Stored data entries:
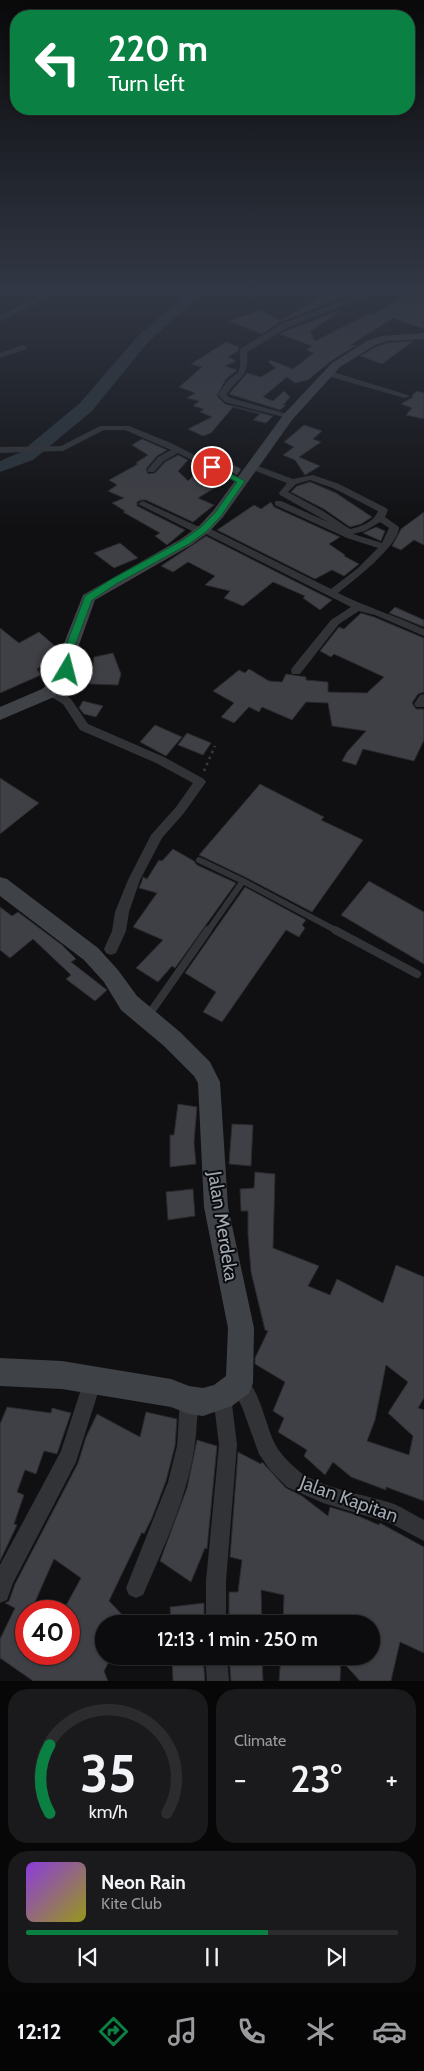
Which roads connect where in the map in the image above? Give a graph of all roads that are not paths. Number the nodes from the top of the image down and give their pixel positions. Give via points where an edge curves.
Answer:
1 (243, 370) edge
2 (330, 370) edge
3 (328, 373) junction
4 (407, 396) dead end
5 (288, 417) junction
6 (0, 450) edge
7 (177, 450) junction
8 (253, 468) junction
9 (151, 470) dead end
10 (241, 481) junction
11 (293, 482) junction
12 (278, 503) dead end
13 (142, 504) dead end
14 (380, 518) junction
15 (204, 529) junction
16 (385, 547) junction
17 (330, 594) junction
18 (358, 607) junction
19 (424, 633) edge
20 (296, 671) dead end
21 (48, 693) junction
22 (0, 714) edge
23 (199, 860) dead end
24 (243, 881) junction
25 (0, 885) edge
26 (111, 949) dead end
27 (418, 974) dead end
28 (147, 1017) junction
29 (0, 1372) edge
30 (93, 1380) junction
31 (231, 1389) junction
32 (189, 1400) junction
33 (424, 1531) edge
34 (136, 1588) dead end
35 (0, 1593) edge
36 (216, 1615) edge
37 (217, 1665) edge
38 (218, 1681) edge

1 - 5 street via 222,395 228,400
2 - 3 street
3 - 4 street
3 - 5 street
5 - 8 street
6 - 7 street via 63,448 103,428 113,427 126,428
7 - 9 street via 161,459
7 - 10 street
8 - 10 street
8 - 11 street
10 - 15 street
11 - 14 street via 310,477 331,484 383,510
11 - 14 street via 283,493 348,532 362,529
12 - 16 street via 350,536
13 - 15 street via 195,529
14 - 16 street via 394,527
15 - 17 street
15 - 21 street via 88,598 67,656 67,670
16 - 17 street
17 - 18 street
18 - 19 street
18 - 20 street via 335,622
21 - 22 street
21 - 26 street via 57,694 71,705 84,727 160,760 200,782 157,835 134,880
23 - 24 lane
24 - 27 lane
24 - 28 lane
25 - 28 street, Jalan Merdeka via 91,954 129,1003
28 - 31 street, Jalan Merdeka via 202,1069 209,1082 216,1207 241,1328
29 - 30 street
30 - 32 street via 171,1393
30 - 35 street via 69,1455 2,1580
31 - 32 street via 203,1402
31 - 33 street, Jalan Kapitan via 250,1402 266,1447 276,1463 294,1480 323,1493 394,1514
31 - 36 street
32 - 34 street via 182,1465
37 - 38 street

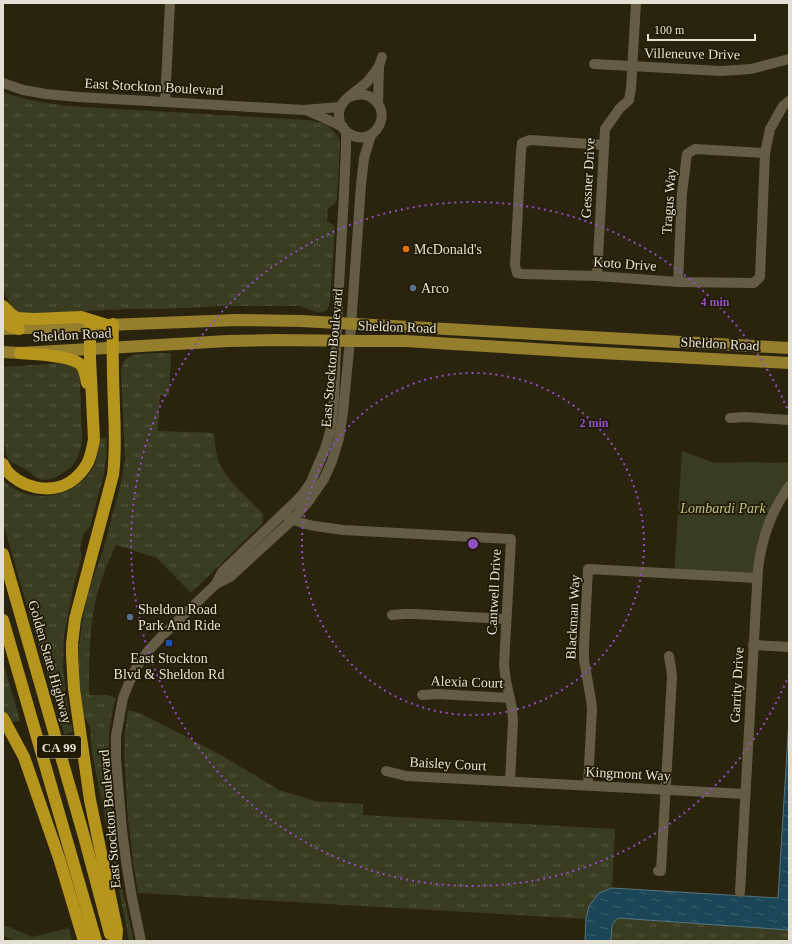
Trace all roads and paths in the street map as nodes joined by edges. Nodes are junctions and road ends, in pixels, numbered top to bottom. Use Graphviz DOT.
graph roads {
  1 [pos="170,3"];
  2 [pos="636,3"];
  3 [pos="789,59"];
  4 [pos="594,64"];
  5 [pos="633,66"];
  6 [pos="3,83"];
  7 [pos="349,97"];
  8 [pos="789,101"];
  9 [pos="165,102"];
  10 [pos="378,104"];
  11 [pos="340,107"];
  12 [pos="304,110"];
  13 [pos="344,129"];
  14 [pos="371,135"];
  15 [pos="604,145"];
  16 [pos="765,153"];
  17 [pos="344,194"];
  18 [pos="354,269"];
  19 [pos="597,276"];
  20 [pos="678,282"];
  21 [pos="3,306"];
  22 [pos="3,320"];
  23 [pos="337,323"];
  24 [pos="351,323"];
  25 [pos="110,324"];
  26 [pos="90,326"];
  27 [pos="3,329"];
  28 [pos="19,329"];
  29 [pos="336,340"];
  30 [pos="350,340"];
  31 [pos="112,347"];
  32 [pos="789,348"];
  33 [pos="90,349"];
  34 [pos="3,352"];
  35 [pos="20,353"];
  36 [pos="789,363"];
  37 [pos="91,395"];
  38 [pos="730,418"];
  39 [pos="789,420"];
  40 [pos="3,464"];
  41 [pos="789,486"];
  42 [pos="283,514"];
  43 [pos="292,520"];
  44 [pos="3,554"];
  45 [pos="757,578"];
  46 [pos="216,584"];
  47 [pos="392,615"];
  48 [pos="506,619"];
  49 [pos="3,620"];
  50 [pos="753,645"];
  51 [pos="789,647"];
  52 [pos="669,656"];
  53 [pos="422,695"];
  54 [pos="510,698"];
  55 [pos="3,718"];
  56 [pos="386,771"];
  57 [pos="510,781"];
  58 [pos="588,785"];
  59 [pos="666,790"];
  60 [pos="745,794"];
  61 [pos="658,871"];
  62 [pos="740,892"];
  63 [pos="84,941"];
  64 [pos="96,941"];
  65 [pos="112,941"];
  66 [pos="116,941"];
  67 [pos="141,941"];
  1 -- 9 [label="street"];
  2 -- 5 [label="street, Gessner Drive"];
  3 -- 5 [label="street, Villeneuve Drive"];
  4 -- 5 [label="street, Villeneuve Drive"];
  5 -- 15 [label="street, Gessner Drive"];
  6 -- 9 [label="street, East Stockton Boulevard"];
  7 -- 10 [label="street"];
  7 -- 10 [label="street"];
  7 -- 11 [label="street"];
  8 -- 16 [label="street, Koto Drive"];
  9 -- 12 [label="street, East Stockton Boulevard"];
  10 -- 14 [label="street"];
  11 -- 12 [label="street, East Stockton Boulevard"];
  11 -- 13 [label="street"];
  12 -- 13 [label="street, East Stockton Boulevard"];
  13 -- 14 [label="street"];
  13 -- 17 [label="street, East Stockton Boulevard"];
  14 -- 18 [label="street, East Stockton Boulevard"];
  15 -- 19 [label="street, Gessner Drive"];
  15 -- 19 [label="street, Koto Drive"];
  16 -- 20 [label="street, Tragus Way"];
  16 -- 20 [label="street, Koto Drive"];
  17 -- 18 [label="street"];
  17 -- 23 [label="street, East Stockton Boulevard"];
  18 -- 24 [label="street, East Stockton Boulevard"];
  19 -- 20 [label="street, Koto Drive"];
  21 -- 25 [label="highway"];
  22 -- 28 [label="highway"];
  23 -- 24 [label="main road, Sheldon Road"];
  23 -- 25 [label="main road, Sheldon Road"];
  23 -- 29 [label="street, East Stockton Boulevard"];
  24 -- 30 [label="street, East Stockton Boulevard"];
  24 -- 32 [label="main road, Sheldon Road"];
  25 -- 26 [label="main road, Sheldon Road"];
  25 -- 31 [label="highway"];
  26 -- 28 [label="main road, Sheldon Road"];
  26 -- 33 [label="highway"];
  27 -- 28 [label="main road, Sheldon Road"];
  29 -- 30 [label="main road, Sheldon Road"];
  29 -- 31 [label="main road, Sheldon Road"];
  29 -- 42 [label="street, East Stockton Boulevard"];
  30 -- 36 [label="main road, Sheldon Road"];
  30 -- 43 [label="street, East Stockton Boulevard"];
  31 -- 33 [label="main road, Sheldon Road"];
  31 -- 66 [label="highway"];
  33 -- 35 [label="main road, Sheldon Road"];
  33 -- 37 [label="highway"];
  34 -- 35 [label="main road, Sheldon Road"];
  35 -- 37 [label="highway"];
  37 -- 40 [label="highway"];
  38 -- 39 [label="street"];
  41 -- 45 [label="street, Garrity Drive"];
  42 -- 43 [label="street, Cantwell Drive"];
  42 -- 46 [label="street, East Stockton Boulevard"];
  43 -- 46 [label="street, East Stockton Boulevard"];
  43 -- 48 [label="street, Cantwell Drive"];
  44 -- 65 [label="highway, Golden State Highway / CA 99"];
  45 -- 50 [label="street, Garrity Drive"];
  45 -- 58 [label="street, Blackman Way"];
  46 -- 67 [label="street, East Stockton Boulevard"];
  47 -- 48 [label="street"];
  48 -- 54 [label="street, Cantwell Drive"];
  49 -- 64 [label="highway, CA 99"];
  50 -- 51 [label="street"];
  50 -- 60 [label="street, Garrity Drive"];
  52 -- 59 [label="street"];
  53 -- 54 [label="street, Alexia Court"];
  54 -- 57 [label="street, Cantwell Drive"];
  55 -- 63 [label="highway"];
  56 -- 57 [label="street, Baisley Court"];
  57 -- 58 [label="street, Kingmont Way"];
  58 -- 59 [label="street, Kingmont Way"];
  59 -- 60 [label="street, Kingmont Way"];
  59 -- 61 [label="street"];
  60 -- 62 [label="street, Garrity Drive"];
}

** Task goal **
All lines with the word "paths" must be located in the data and copied.

** Output of the exercise **
Which roads connect where in the map in the image above? Give a graph of all roads that are not paths. Number the nodes from the top of the image down and give their pixel positions. Give via points where an edge curves.
Trace all roads and paths in the street map as nodes joined by edges. Nodes are junctions and road ends, in pixels, numbered top to bottom. Use Graphviz DOT.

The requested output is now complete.